— Task to complete —
Give only the number of lines below that contain the word "John".
___ Dataset entries ___
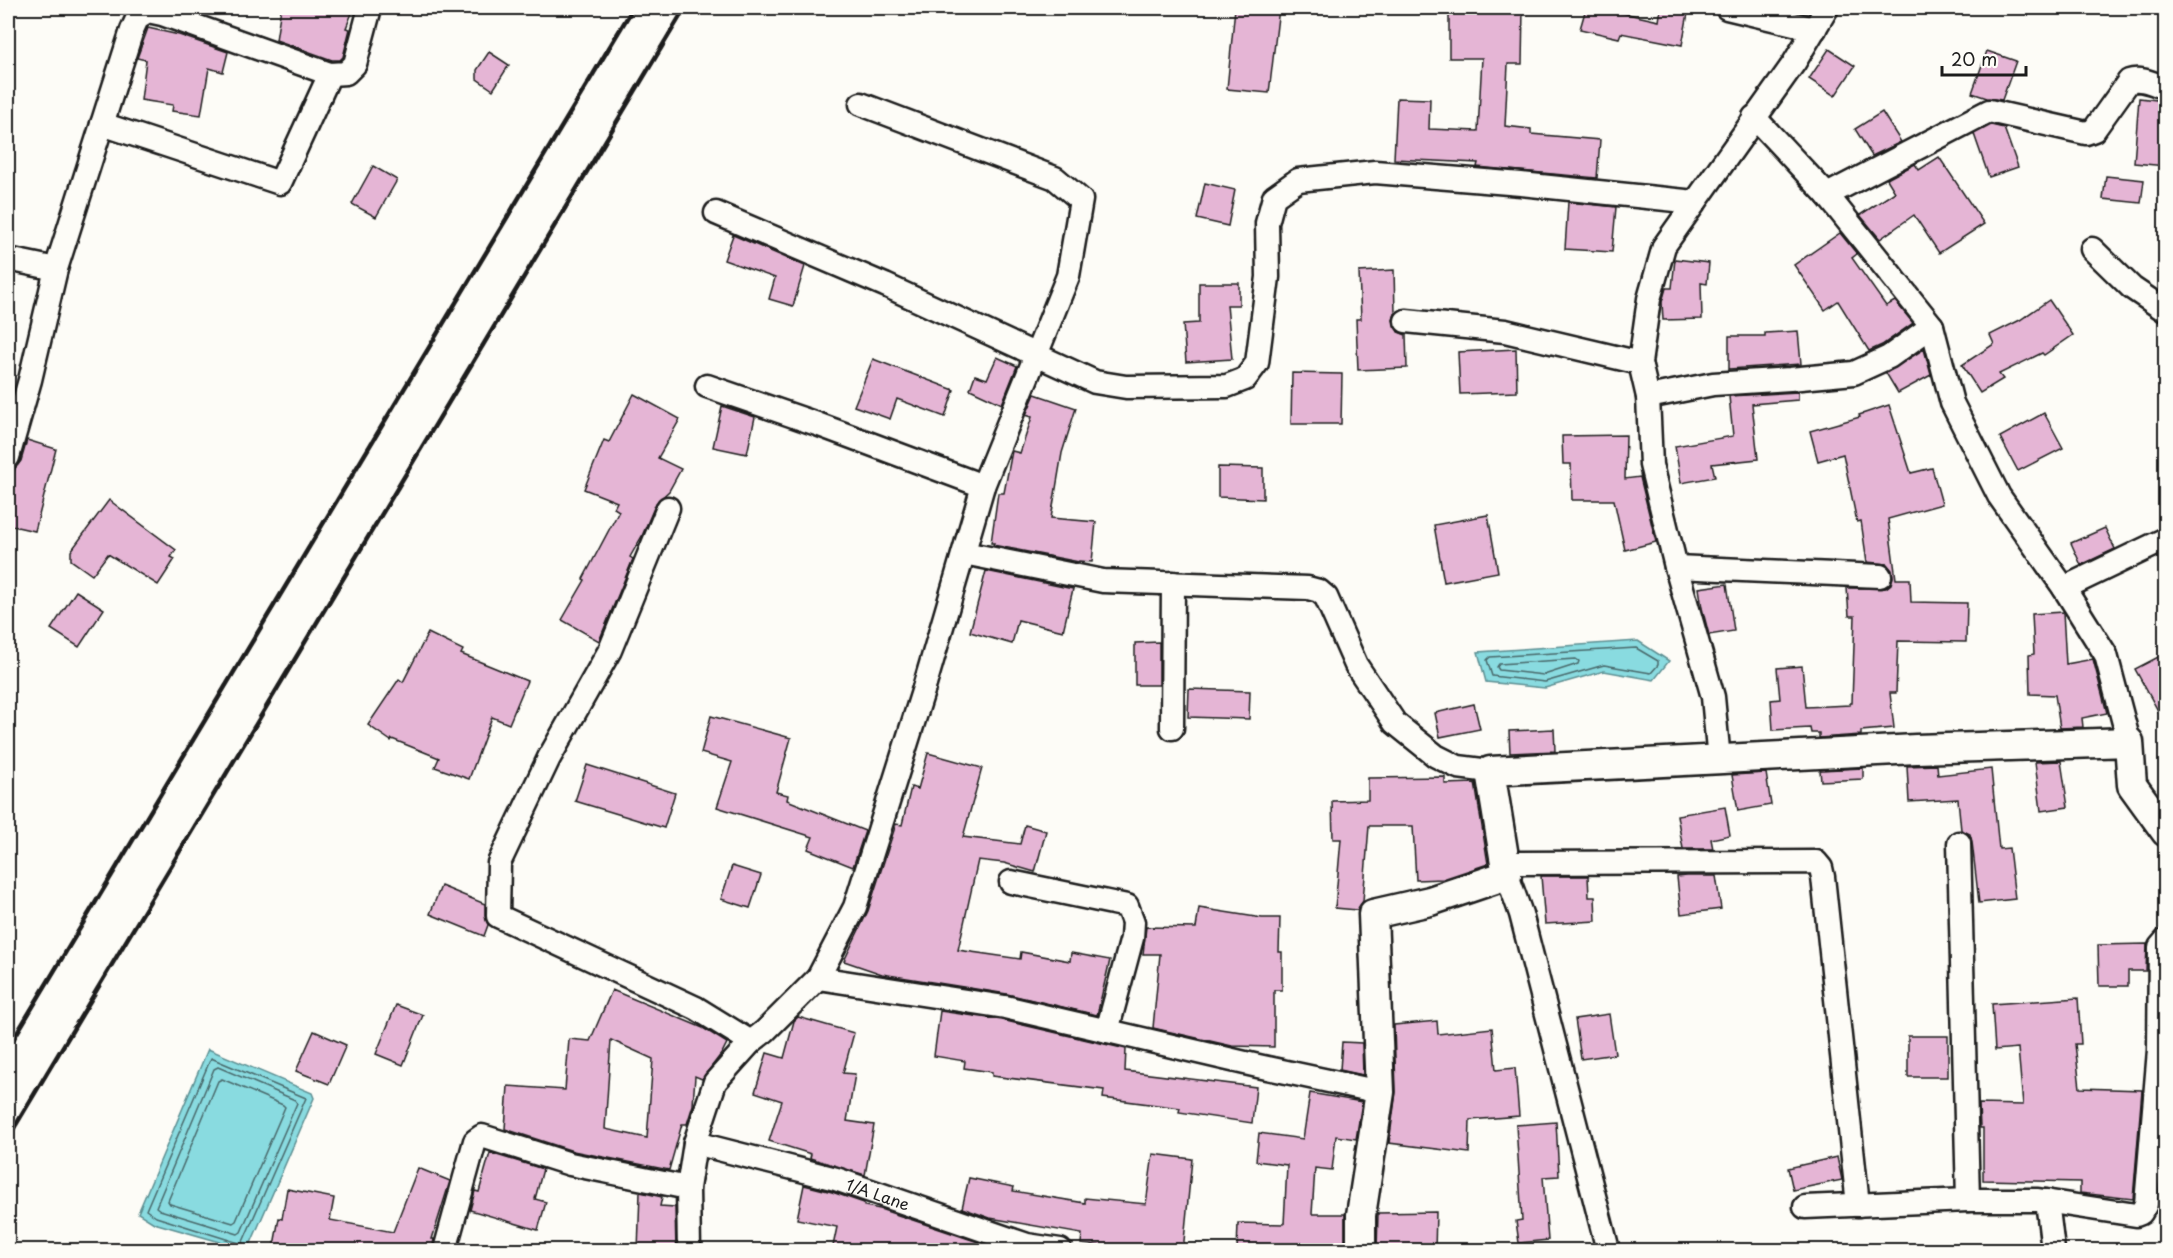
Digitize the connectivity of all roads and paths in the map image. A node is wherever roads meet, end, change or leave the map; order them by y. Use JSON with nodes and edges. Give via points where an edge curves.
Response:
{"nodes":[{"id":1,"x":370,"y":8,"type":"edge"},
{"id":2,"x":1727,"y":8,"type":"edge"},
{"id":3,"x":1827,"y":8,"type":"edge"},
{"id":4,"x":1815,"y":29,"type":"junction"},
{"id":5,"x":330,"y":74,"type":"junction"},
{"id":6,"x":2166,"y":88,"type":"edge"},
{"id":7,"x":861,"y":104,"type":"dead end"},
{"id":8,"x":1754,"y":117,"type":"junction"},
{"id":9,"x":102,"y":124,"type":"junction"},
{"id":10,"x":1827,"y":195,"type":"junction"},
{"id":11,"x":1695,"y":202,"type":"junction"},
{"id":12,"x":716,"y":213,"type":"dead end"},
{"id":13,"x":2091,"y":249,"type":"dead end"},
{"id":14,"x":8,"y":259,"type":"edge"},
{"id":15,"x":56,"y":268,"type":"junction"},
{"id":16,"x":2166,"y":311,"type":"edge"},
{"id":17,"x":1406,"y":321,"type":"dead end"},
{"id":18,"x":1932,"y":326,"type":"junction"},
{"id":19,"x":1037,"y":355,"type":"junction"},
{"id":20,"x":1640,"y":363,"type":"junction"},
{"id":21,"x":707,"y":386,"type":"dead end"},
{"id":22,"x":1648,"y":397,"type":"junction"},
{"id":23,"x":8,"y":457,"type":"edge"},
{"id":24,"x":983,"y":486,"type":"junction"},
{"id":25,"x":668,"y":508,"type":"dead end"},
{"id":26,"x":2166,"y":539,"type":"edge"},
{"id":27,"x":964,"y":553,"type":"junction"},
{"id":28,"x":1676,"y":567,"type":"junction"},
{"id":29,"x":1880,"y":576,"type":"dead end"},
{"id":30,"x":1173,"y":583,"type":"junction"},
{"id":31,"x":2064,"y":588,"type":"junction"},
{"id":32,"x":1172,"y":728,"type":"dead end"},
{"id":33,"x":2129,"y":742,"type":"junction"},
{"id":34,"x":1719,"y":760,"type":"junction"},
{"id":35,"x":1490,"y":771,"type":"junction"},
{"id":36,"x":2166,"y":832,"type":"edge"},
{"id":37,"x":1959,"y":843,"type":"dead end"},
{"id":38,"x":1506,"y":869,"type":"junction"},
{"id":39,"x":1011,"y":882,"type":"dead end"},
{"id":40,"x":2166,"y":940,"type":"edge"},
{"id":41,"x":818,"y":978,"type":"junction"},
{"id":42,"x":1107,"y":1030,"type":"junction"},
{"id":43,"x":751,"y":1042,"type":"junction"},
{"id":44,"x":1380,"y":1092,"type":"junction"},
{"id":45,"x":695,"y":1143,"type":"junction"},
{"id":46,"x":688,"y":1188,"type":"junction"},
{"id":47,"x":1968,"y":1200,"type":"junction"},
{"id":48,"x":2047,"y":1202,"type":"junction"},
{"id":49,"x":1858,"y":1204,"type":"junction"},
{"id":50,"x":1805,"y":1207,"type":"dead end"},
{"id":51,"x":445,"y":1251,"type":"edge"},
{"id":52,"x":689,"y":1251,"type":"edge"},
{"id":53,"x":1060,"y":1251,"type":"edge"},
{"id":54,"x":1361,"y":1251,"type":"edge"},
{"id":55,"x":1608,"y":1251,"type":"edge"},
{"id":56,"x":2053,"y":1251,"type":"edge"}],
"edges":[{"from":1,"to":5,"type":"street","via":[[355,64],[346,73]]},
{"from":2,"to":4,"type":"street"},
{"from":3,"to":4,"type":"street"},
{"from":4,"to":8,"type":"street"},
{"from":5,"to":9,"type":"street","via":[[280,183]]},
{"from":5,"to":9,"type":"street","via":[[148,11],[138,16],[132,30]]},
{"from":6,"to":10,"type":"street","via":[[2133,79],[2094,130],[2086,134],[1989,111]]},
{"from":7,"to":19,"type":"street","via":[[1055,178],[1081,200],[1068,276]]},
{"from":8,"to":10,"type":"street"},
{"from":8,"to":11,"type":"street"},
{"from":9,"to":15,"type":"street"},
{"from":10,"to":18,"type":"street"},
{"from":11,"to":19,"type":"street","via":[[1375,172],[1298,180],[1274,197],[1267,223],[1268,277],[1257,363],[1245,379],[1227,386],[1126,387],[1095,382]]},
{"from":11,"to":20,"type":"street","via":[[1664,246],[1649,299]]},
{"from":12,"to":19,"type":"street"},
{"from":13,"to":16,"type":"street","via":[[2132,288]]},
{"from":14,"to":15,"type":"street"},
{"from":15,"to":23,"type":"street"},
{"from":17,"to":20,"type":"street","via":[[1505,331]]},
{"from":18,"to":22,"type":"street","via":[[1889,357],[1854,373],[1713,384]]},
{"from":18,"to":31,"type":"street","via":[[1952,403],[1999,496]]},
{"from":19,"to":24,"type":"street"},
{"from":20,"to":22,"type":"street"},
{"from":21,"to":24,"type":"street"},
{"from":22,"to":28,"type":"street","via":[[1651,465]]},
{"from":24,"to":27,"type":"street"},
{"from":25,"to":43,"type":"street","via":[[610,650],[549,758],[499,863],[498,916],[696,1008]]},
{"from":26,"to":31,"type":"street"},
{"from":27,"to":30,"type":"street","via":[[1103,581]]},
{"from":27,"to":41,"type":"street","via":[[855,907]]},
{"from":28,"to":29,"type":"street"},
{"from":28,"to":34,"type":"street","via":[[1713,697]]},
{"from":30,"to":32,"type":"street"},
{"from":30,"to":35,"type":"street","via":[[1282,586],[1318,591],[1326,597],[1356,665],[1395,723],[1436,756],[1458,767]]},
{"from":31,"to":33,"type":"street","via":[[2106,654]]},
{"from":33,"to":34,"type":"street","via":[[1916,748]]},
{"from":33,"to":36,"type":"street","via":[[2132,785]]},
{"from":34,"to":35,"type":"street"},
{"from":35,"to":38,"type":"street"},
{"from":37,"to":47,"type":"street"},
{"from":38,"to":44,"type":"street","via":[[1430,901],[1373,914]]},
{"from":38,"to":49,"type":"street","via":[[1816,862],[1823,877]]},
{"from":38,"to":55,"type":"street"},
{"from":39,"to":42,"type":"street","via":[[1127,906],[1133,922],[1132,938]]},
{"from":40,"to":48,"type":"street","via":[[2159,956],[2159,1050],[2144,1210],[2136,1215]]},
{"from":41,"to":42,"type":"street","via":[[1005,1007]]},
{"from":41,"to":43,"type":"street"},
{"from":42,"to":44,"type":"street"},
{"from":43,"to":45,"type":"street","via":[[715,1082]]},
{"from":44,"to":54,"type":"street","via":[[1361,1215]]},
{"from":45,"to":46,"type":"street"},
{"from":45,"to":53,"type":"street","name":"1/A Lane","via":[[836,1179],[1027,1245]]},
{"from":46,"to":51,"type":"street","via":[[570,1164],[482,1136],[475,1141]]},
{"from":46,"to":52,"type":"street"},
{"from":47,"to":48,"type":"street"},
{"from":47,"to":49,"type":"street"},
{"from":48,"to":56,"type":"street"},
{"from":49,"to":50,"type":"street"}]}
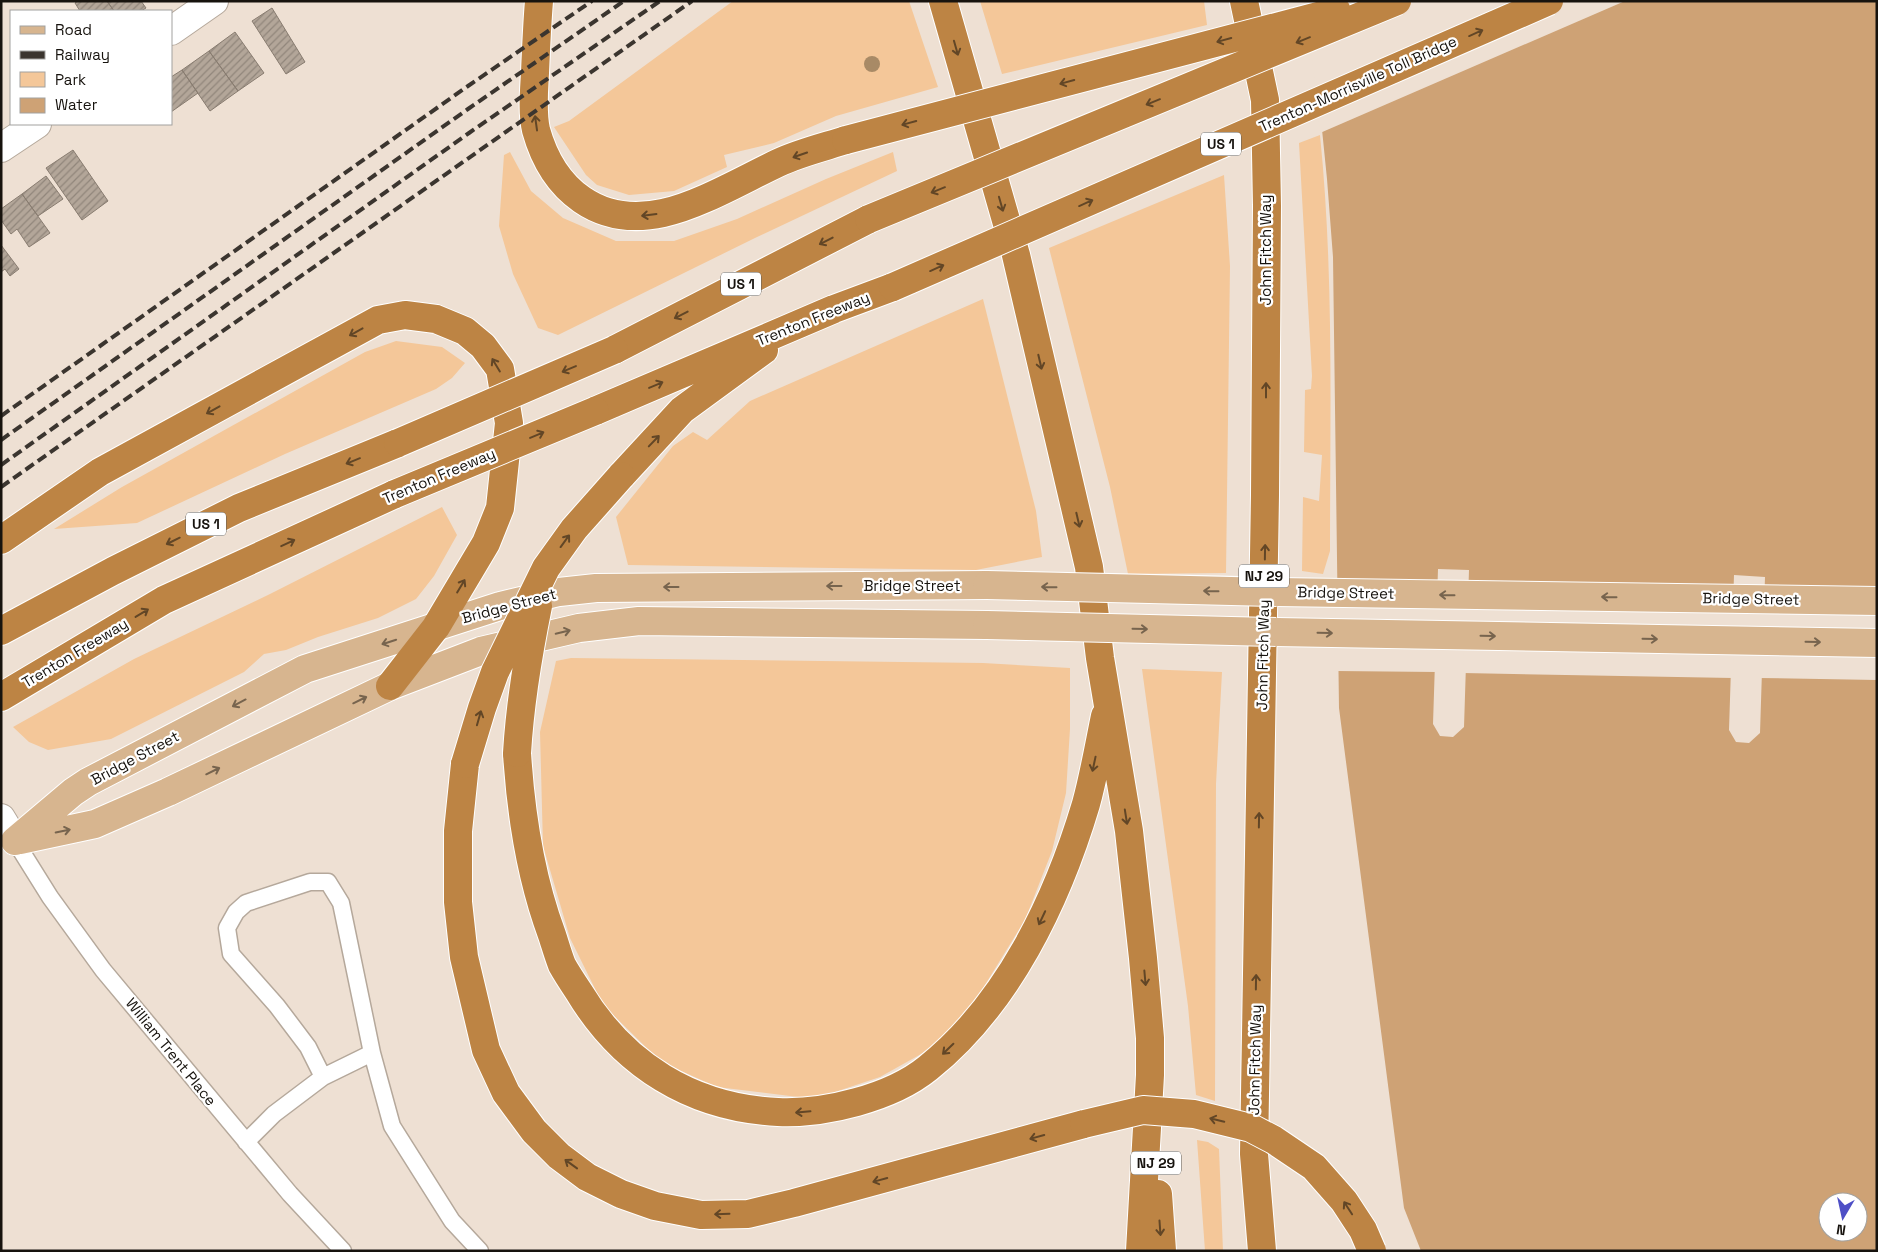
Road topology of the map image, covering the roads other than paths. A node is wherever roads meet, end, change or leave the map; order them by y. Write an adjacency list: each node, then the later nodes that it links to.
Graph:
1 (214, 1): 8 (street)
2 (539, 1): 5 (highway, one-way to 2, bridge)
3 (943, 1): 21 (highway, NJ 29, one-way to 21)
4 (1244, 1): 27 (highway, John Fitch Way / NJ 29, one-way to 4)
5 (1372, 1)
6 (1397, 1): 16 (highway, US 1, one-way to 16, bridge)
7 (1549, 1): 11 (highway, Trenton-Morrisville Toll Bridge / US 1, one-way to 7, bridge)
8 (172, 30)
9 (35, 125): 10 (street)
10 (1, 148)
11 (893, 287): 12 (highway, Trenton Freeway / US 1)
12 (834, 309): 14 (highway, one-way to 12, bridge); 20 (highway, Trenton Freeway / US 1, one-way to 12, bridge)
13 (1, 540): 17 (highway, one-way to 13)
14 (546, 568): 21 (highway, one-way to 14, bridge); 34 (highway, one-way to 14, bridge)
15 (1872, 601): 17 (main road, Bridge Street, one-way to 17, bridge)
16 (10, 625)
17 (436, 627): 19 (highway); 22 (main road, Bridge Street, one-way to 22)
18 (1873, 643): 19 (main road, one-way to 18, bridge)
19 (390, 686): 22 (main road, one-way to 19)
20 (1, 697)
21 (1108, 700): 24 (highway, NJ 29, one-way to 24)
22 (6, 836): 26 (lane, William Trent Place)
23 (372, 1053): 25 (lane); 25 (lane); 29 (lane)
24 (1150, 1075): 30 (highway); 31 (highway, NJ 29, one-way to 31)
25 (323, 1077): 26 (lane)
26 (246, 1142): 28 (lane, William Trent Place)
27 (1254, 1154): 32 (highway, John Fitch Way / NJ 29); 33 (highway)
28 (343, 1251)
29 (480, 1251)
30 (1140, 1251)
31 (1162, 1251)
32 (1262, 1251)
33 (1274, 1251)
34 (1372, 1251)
___
— Written solution —
2